Task:
The lines from the start of the data through the line containing "Turn every road, lane" are to be reproduced exactly, both ends included.

Data provided:

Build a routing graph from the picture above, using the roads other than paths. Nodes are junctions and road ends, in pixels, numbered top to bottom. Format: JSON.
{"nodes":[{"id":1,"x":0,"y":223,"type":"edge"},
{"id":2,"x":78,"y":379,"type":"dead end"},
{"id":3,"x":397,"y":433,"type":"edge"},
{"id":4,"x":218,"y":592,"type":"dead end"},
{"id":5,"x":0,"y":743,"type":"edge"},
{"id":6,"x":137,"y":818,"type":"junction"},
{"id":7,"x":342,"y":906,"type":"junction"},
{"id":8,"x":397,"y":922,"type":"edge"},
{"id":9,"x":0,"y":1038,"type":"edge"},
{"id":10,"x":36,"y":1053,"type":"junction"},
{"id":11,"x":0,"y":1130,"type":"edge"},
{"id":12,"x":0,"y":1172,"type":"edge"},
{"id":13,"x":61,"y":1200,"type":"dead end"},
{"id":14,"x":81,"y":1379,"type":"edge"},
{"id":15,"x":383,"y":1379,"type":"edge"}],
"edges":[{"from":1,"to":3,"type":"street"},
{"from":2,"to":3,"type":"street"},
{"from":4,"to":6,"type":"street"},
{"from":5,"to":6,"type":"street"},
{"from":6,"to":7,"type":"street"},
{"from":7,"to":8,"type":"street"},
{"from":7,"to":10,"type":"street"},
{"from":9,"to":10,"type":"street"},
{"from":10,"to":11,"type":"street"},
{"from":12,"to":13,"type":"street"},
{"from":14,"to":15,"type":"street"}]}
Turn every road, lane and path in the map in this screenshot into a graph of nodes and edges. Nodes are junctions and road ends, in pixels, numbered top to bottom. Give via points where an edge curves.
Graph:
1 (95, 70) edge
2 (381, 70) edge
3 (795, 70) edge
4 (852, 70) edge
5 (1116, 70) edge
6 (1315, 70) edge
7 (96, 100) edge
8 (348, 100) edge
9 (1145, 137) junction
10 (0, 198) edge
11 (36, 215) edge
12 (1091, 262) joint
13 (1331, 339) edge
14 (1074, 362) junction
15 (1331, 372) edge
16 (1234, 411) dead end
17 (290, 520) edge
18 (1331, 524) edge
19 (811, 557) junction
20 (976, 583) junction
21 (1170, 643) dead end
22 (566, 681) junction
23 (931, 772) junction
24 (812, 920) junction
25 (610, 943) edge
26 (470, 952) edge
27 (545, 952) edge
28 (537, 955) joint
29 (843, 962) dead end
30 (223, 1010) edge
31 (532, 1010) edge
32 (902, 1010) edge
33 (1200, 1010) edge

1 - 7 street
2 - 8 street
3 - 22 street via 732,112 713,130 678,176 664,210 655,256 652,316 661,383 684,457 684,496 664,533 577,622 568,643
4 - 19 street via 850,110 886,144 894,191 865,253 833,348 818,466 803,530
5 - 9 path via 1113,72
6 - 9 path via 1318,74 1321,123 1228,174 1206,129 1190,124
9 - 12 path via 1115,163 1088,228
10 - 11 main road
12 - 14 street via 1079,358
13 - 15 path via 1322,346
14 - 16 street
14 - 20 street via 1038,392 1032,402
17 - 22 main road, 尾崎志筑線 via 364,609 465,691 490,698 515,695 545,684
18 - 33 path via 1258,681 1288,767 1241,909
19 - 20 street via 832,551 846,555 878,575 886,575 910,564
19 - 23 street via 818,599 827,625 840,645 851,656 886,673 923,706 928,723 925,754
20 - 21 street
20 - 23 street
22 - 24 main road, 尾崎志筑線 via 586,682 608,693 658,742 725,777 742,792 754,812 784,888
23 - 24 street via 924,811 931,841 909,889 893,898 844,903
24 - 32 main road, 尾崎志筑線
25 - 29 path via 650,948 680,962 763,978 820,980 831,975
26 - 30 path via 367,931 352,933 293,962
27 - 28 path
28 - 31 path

Answer to the problem:
Build a routing graph from the picture above, using the roads other than paths. Nodes are junctions and road ends, in pixels, numbered top to bottom. Format: JSON.
{"nodes":[{"id":1,"x":0,"y":223,"type":"edge"},
{"id":2,"x":78,"y":379,"type":"dead end"},
{"id":3,"x":397,"y":433,"type":"edge"},
{"id":4,"x":218,"y":592,"type":"dead end"},
{"id":5,"x":0,"y":743,"type":"edge"},
{"id":6,"x":137,"y":818,"type":"junction"},
{"id":7,"x":342,"y":906,"type":"junction"},
{"id":8,"x":397,"y":922,"type":"edge"},
{"id":9,"x":0,"y":1038,"type":"edge"},
{"id":10,"x":36,"y":1053,"type":"junction"},
{"id":11,"x":0,"y":1130,"type":"edge"},
{"id":12,"x":0,"y":1172,"type":"edge"},
{"id":13,"x":61,"y":1200,"type":"dead end"},
{"id":14,"x":81,"y":1379,"type":"edge"},
{"id":15,"x":383,"y":1379,"type":"edge"}],
"edges":[{"from":1,"to":3,"type":"street"},
{"from":2,"to":3,"type":"street"},
{"from":4,"to":6,"type":"street"},
{"from":5,"to":6,"type":"street"},
{"from":6,"to":7,"type":"street"},
{"from":7,"to":8,"type":"street"},
{"from":7,"to":10,"type":"street"},
{"from":9,"to":10,"type":"street"},
{"from":10,"to":11,"type":"street"},
{"from":12,"to":13,"type":"street"},
{"from":14,"to":15,"type":"street"}]}
Turn every road, lane and path in the map in this screenshot into a graph of nodes and edges. Nodes are junctions and road ends, in pixels, numbered top to bottom. Give via points where an edge curves.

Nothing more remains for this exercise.